# A fun joinery plane



## teenagewoodworker

thats cool. i can see what you mean about the knobs from the picture. thanks for the review.


----------



## sbryan55

John,

This is a nice review. I do not have one of these but may have to consider adding one to my collection of hand tools.

Thanks for the post.


----------



## GaryK

Very nice looking tool! Thanks for the review.


----------



## croessler

I was hoping somebody would post a review on this plane; i've been considering the purchase of an old Stanley plow plane. I may now have to reconsider that….


----------



## Dorje

This has been on my list… I got to check it out at the Woodworking show last week…

I still haven't commited to its purchase yet…

I'd like to have the functions of this plane though! So, it's staying toward the top of the list.

Did you buy it with all the cutters? Or, did you start with the 1/4" and will work in the other cutters as needed?


----------



## Grumpy

Nifty tool.


----------



## ShannonRogers

I have been meaning to post a review on this for a while. I think I was one of the first people to buy this one when Veritas came out with it. I have been using it for more than six months now and I love it. The adjustments are so easy and it is amazing how much I turn to it for rabbets and dados. I haven't had any problems with the knobs, but I have pianist long fingers so that might be it. I found it to be great for doing half laps at the end of boards. If you score your lines when doing cross cuts it works like a charm with no chip out either. It's very light weight, and just a blast to use.


----------



## johnjoiner

Dorje, I got the other cutters too. I've used a couple of them. I've used the plane for grooves for a panel, and for rabbets. Worked will on both.


----------



## grovemadman

It sure is a beautiful tool. Some day I will get one. Veritas makes nice stuff!


----------



## tenontim

This is a nice looking plane. Veritas does make nice planes. I have an old Record no. 44 that does the same job, and I have about 6 different size cutters. What is the length of this plane? Judging from the size of you bench vise, it is only a little longer than the no.44.


----------



## Karson

A nice looking plane. I've got one of them that I won in a contest. They work great.


----------



## cajunpen

Nice plane and a good review.
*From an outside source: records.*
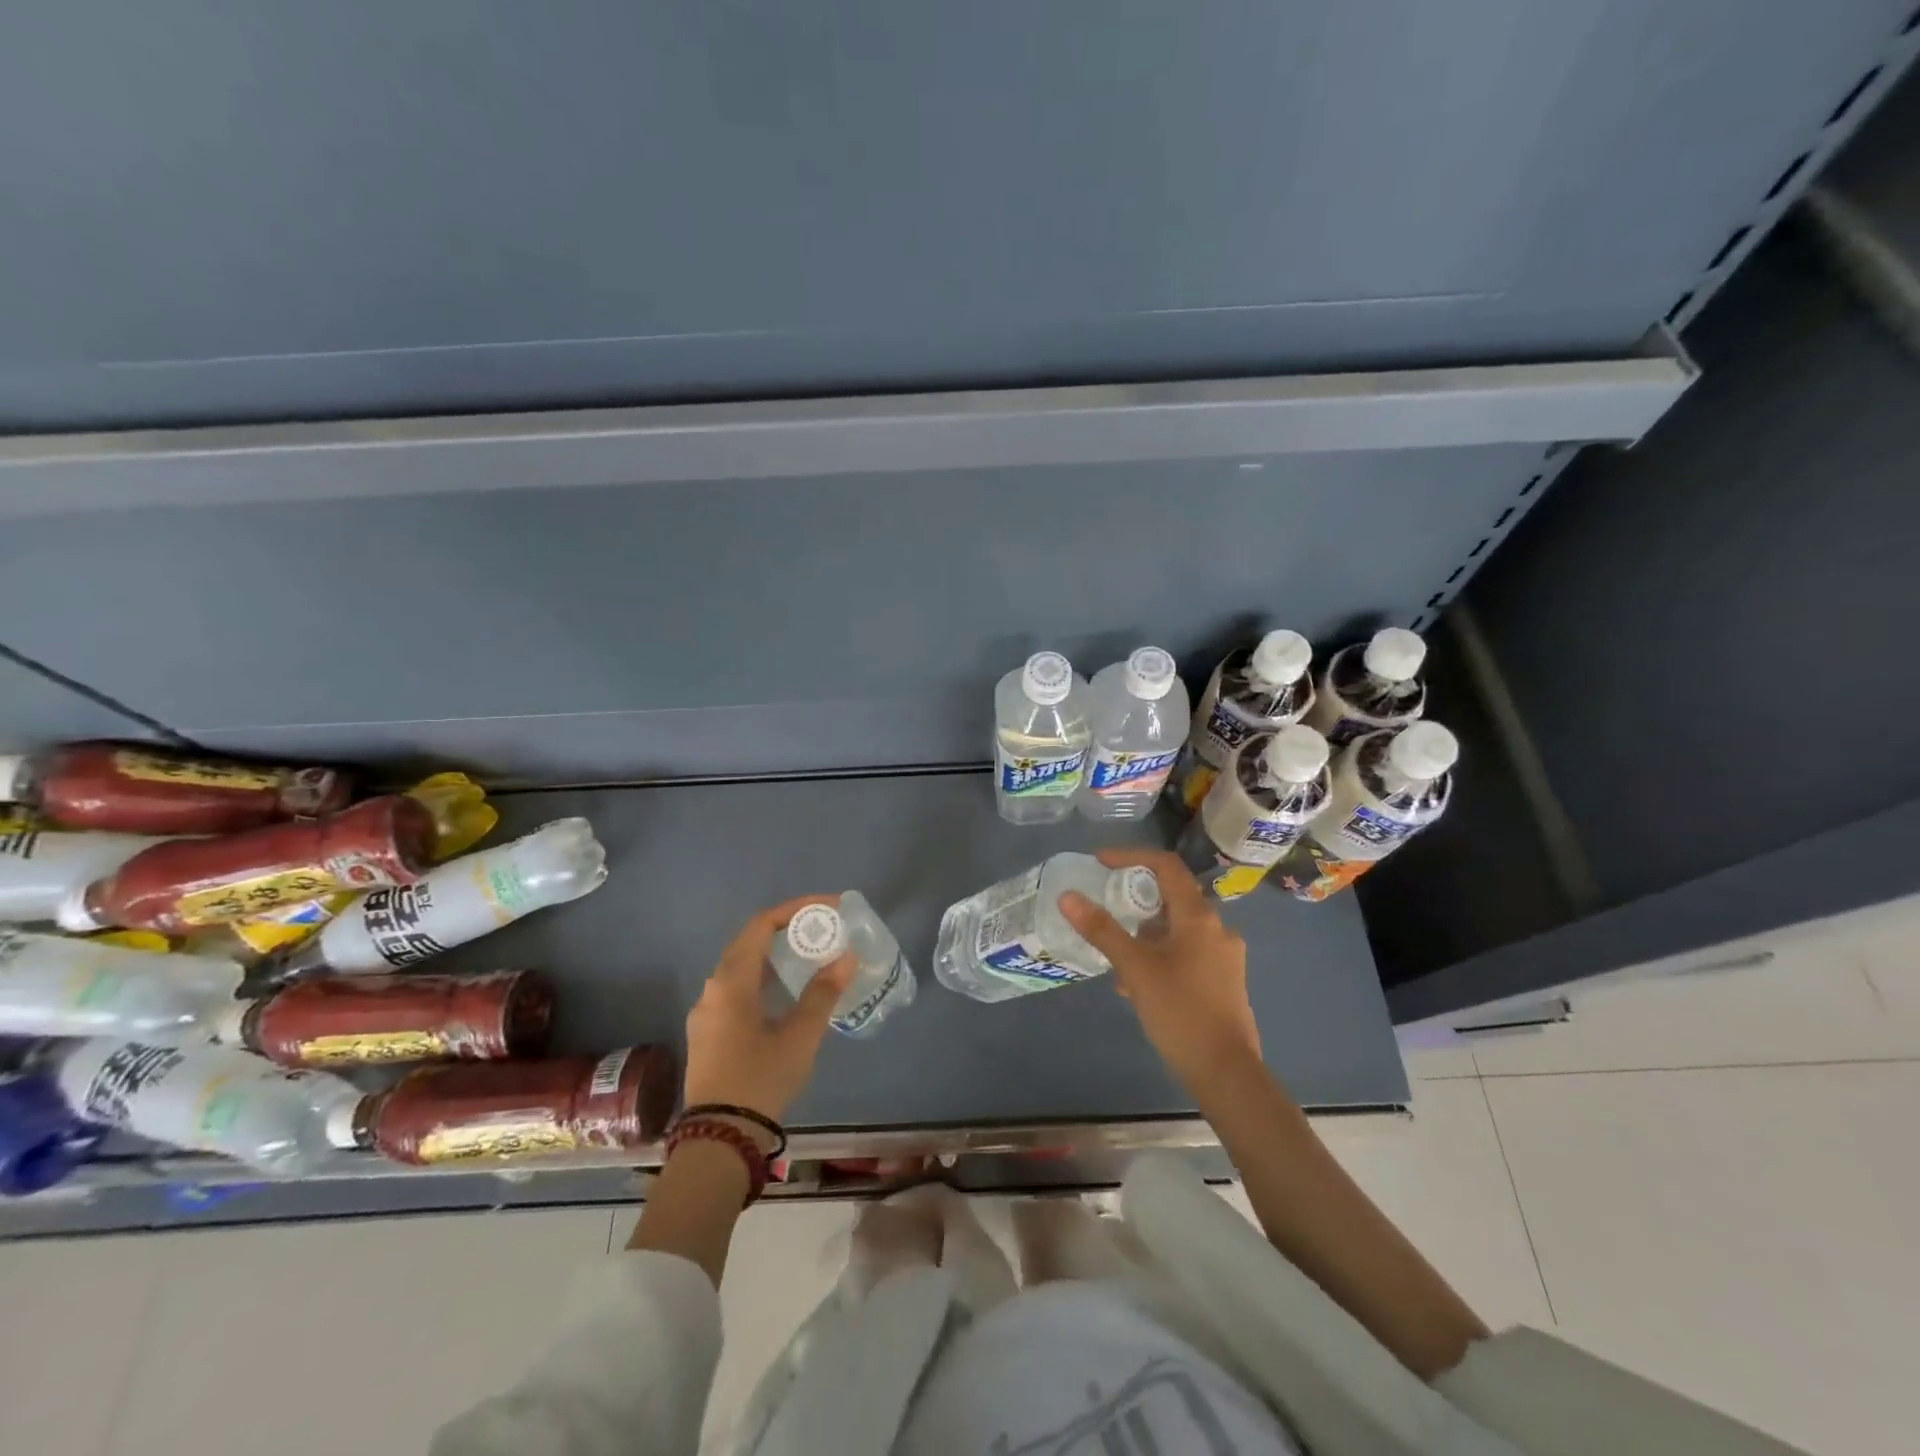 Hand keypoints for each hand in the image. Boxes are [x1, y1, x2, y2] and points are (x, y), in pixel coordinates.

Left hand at [682, 895, 855, 1127]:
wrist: (719, 1139)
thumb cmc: (760, 1080)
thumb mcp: (799, 1036)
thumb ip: (823, 993)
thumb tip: (846, 957)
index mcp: (731, 982)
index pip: (762, 925)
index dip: (795, 909)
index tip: (828, 908)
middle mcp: (712, 989)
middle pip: (749, 942)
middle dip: (787, 930)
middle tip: (823, 930)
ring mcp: (706, 1013)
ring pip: (742, 968)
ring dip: (775, 956)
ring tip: (810, 957)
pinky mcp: (708, 1033)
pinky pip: (737, 989)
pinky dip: (764, 979)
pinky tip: (786, 993)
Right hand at [1059, 849, 1261, 1089]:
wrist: (1226, 1073)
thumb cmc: (1180, 1012)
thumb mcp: (1134, 968)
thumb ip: (1102, 930)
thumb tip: (1068, 896)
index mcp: (1199, 917)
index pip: (1166, 866)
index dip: (1131, 856)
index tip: (1099, 862)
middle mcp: (1217, 928)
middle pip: (1171, 897)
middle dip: (1134, 901)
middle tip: (1104, 910)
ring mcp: (1224, 956)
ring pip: (1177, 929)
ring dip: (1145, 934)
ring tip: (1115, 957)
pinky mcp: (1223, 981)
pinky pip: (1186, 952)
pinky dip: (1159, 955)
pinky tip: (1137, 984) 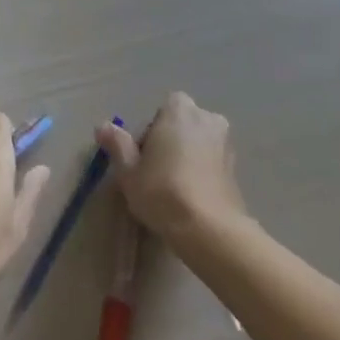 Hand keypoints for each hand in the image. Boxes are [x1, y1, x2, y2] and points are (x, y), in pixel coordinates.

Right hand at [95, 92, 248, 244]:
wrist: (209, 229)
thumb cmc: (162, 192)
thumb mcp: (129, 171)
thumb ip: (117, 144)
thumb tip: (103, 126)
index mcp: (180, 110)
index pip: (161, 110)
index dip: (149, 132)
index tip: (141, 157)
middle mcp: (207, 118)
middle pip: (181, 124)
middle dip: (170, 141)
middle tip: (154, 172)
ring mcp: (226, 142)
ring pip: (198, 143)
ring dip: (186, 156)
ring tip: (172, 187)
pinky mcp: (236, 168)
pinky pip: (211, 161)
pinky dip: (201, 171)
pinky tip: (190, 196) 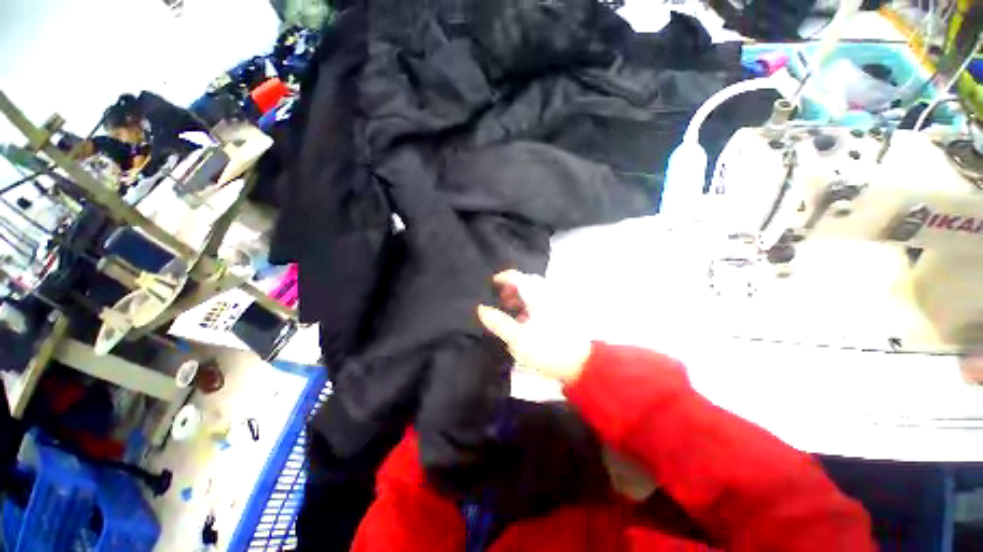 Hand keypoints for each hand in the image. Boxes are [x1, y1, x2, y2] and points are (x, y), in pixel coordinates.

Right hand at [477, 270, 590, 383]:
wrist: (582, 364)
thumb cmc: (547, 349)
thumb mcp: (517, 338)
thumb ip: (498, 322)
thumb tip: (482, 308)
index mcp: (536, 295)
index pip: (516, 277)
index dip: (502, 278)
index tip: (491, 284)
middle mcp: (548, 294)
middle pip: (527, 283)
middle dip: (511, 289)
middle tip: (501, 300)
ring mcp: (557, 303)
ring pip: (535, 292)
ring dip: (521, 297)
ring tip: (512, 311)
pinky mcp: (562, 313)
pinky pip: (543, 301)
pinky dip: (531, 305)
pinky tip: (527, 321) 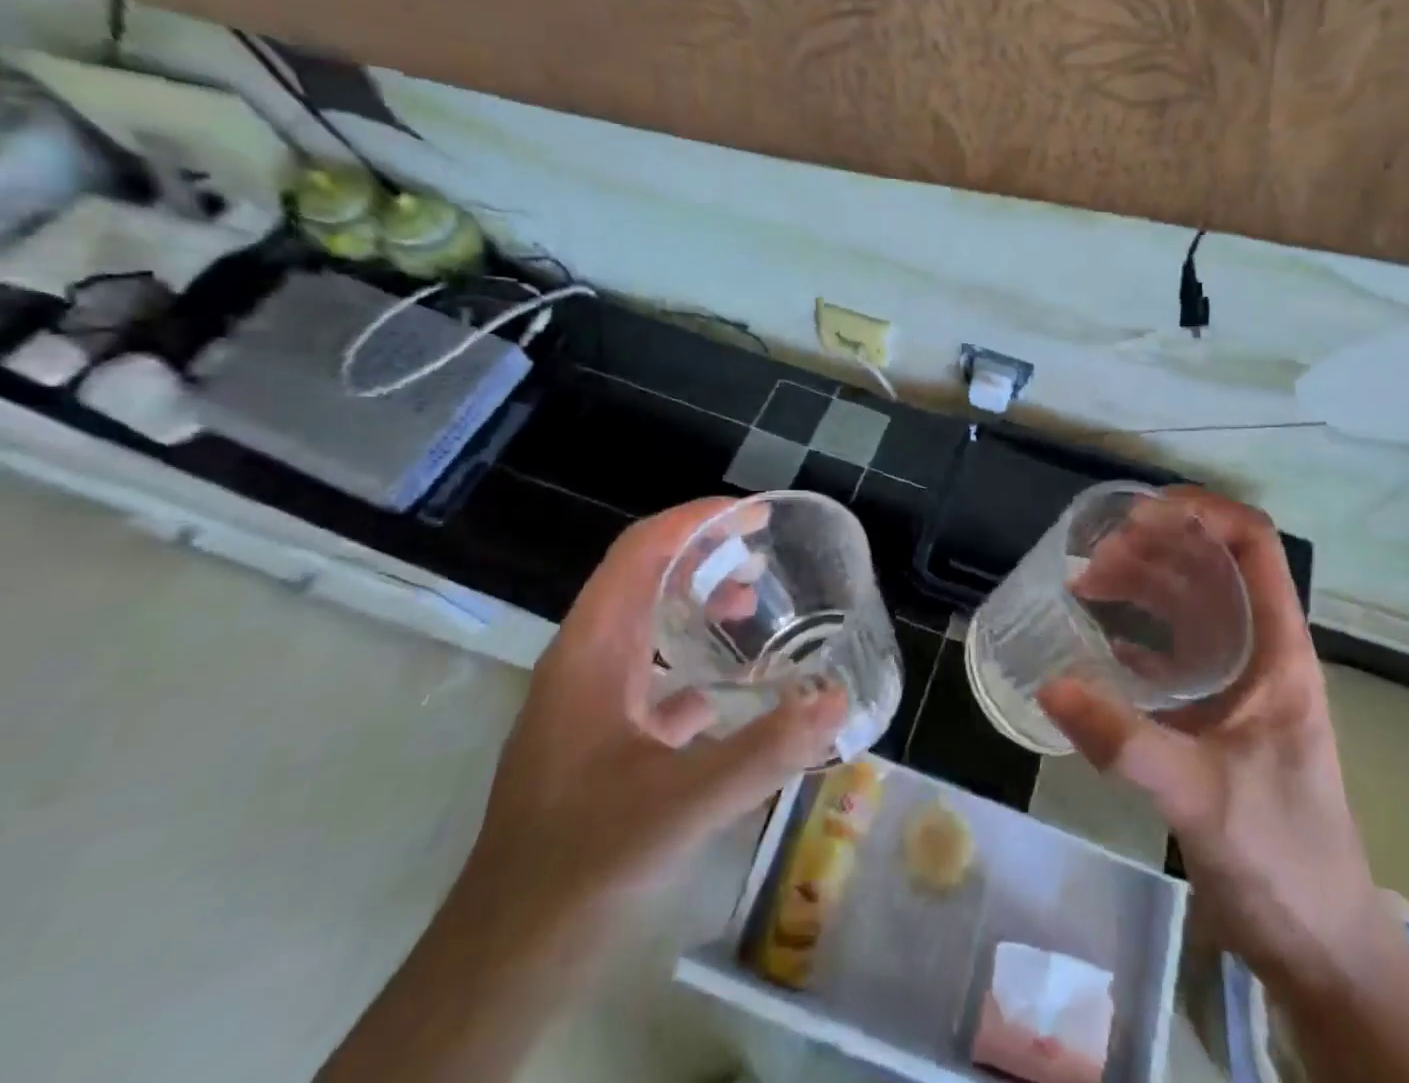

I like the Veritas planes as well. Karson - if I ever won a contest it would surely be for something of little or no value, Congratulations on winning yours.


----------



## Loren

I think I will hold on to my Stanley #46 plane for now, but this
looks like a nice plane - though pricey compared to the 
not-scarce Stanley #45 plane.

Plow planes are imperfect. If you are accustomed to cutting
grooves with a router you may like plow planes. If you usually
do it with a table saw you'll find planes slow and fussy.

In my experience brittle hardwoods like cherry, maple, oak
and ash don't take hand-plowing with a lot of grace. Confine
you plow-plane work to softer woods and you'll marvel at the
smoothness of cut. Planing difficult woods will have you grumbling.

That's my experience - and the #46 cuts smoother than most
due to the skewed blade.

I'll pass on the Veritas. Lee Valley makes some good stuff. I guess
you have to look honestly at how much you prefer hand-work if
you are going to do it this way.

BTW - it's quickest probably to cut a groove or two with a table
saw (bumping the fence over to get more width) and then 
trim off the waste with an inverted chisel or a crank-neck chisel.


----------



## WayneC

This plane was based on the Record 044 if I understand correctly. Another good used plane to pick up in this class is the Record 043. They can be found on ebay.

Fellow LJ Alf has a review of this plane on her web site as well

http://www.cornishworkshop.co.uk/smallplow.html


----------